Figure 4 – Courtesy of the BBC (weather for the week ahead)

Or did they mention this large area of very heavy rain in the afternoon over Wales in earlier forecasts. Is it only me that notices just how poor the weather forecast was?

Figure 5

Observational and forecasting cloud problems

Figure 1 – Courtesy of the BBC

The Met Office seem to be having problems with both forecasting and observing just how much low cloud there is across the southwest of England again today. Although it’s cloudy across Cornwall at the moment, there is little in the way of low cloud at 09 BST over much of Devon as you can see from the visible satellite image (fig 2), and this at odds with the NWP graphics in the BBC forecast for this time (fig 1). No doubt the SC sheet will roll ENE’ward this morning and things will cloud over here, but in the meantime temperatures are around 24°C and its a lovely sunny morning. A similar clearance of cloud occurred yesterday at lunchtime, when the cloud cleared and the early afternoon was sunny, after another forecast of a mainly cloudy day from the graphics. The model does seem to overgenerate low cloud at times, and it doesn’t seem to make any difference if the base is at 2,000 or 7,000 feet.

Figure 2

The AWS the Met Office use are far from perfect either, both Exeter airport and Dunkeswell were at it again this morning overestimating how much low cloud there was. In my mind, there is absolutely no way there was 7 or 8 oktas of SC at 5,000 feet at either of these sites at 08 UTC this morning (fig 3). I can see why for safety reasons the AWS is programmed to err on the high side at an RAF station, but this is just plain misleading.

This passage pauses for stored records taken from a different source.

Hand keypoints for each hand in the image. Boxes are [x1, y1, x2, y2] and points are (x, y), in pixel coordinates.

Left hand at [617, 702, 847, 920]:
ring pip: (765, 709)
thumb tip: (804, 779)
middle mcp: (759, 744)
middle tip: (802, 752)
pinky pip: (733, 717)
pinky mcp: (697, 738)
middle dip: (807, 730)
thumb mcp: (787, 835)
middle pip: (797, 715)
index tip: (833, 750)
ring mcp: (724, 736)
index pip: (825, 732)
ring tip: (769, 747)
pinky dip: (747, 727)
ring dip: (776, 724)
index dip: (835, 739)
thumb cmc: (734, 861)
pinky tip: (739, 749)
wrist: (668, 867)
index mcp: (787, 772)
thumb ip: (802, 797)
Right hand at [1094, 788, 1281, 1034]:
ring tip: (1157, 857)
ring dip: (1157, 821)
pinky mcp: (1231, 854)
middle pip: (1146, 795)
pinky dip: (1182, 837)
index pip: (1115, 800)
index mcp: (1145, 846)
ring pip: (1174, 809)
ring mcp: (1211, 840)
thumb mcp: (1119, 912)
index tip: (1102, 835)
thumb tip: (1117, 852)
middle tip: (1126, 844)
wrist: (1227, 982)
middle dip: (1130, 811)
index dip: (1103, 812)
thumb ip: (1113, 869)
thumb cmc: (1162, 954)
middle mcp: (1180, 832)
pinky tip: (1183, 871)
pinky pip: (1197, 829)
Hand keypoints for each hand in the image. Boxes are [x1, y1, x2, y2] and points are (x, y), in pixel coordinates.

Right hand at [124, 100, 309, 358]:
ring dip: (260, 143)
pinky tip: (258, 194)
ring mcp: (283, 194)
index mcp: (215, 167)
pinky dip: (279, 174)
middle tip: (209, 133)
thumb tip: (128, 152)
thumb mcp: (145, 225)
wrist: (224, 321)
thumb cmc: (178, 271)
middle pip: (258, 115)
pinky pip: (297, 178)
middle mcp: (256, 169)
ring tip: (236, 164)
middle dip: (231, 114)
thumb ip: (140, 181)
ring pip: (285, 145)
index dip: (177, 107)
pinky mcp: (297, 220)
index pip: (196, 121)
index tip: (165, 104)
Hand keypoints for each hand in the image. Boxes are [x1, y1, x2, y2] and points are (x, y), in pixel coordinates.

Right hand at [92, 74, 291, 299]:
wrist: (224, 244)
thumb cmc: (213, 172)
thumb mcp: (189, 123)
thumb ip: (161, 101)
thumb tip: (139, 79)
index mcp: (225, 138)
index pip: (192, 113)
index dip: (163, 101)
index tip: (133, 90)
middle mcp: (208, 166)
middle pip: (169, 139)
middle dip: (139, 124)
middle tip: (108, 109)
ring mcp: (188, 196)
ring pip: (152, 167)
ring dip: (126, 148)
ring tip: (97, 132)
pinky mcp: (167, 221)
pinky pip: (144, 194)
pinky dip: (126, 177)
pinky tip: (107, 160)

No wonder the presenters get the wrong idea about the weather across the region from observations like this. I think it might be a good idea if the Met Office introduced weather or skycams to these AWS as they did when they initially started trialling them, it’s either that or I drive down to the airport and start my observing career over again to see what’s going on.

Of course any outstation forecaster who uses one of these AWS will know full well its shortcomings and limitations when it comes to reporting cloud amounts, thankfully my observing career had come to an end before one was introduced at Kinloss. I should imagine that it can get a bit fraught at a fast jet station when the AWS suddenly announces that there’s 7 oktas of ST at 200 feet when it’s just a patch sat over the LCBR.

You could conclude, that the over forecasting and the over observing of low cloud, are some how linked, but as far as I know low cloud amounts from AWS don’t find their way into any NWP model, or maybe things have changed.

Figure 3

 

BBC weather presenters and EQ

Figure 1 – Courtesy of the BBC

Why is it that when there is any fine weather around do they always invariably end their presentation by stating how warm  or hot it will be in London or the southeast tomorrow[1]?

Is is because they lack even a smidgen of EQ[2] regarding the remaining 56,879,498 of us (65,514,2488,634,750) that don’t actually live, or ever want to live in the southeast of England? The weather may be equally as sunny, and on many occasions the temperature anomaly might be just as high wherever you live, but it always seem to boil down to just one thing – tomorrows forecast maximum temperature for Heathrow.

Why couldn’t they occasionally just end the forecast by saying something like – Enjoy the fine, sunny weather wherever you are in the country

Knowing that the temperature is going to exceed 30°C tomorrow in the London area just isn’t that informative for the 86.8% of people who don’t live there, especially if you live hundreds of miles from it, and try to avoid it like the plague.

I don’t know how it affects any of my readers, but it sure annoys the hell out of me, because they all do it, and always will do it, irrespective of where they originally hail from, because it’s not about where you are from, it’s about where they call home now, somewhere in deepest Metroland.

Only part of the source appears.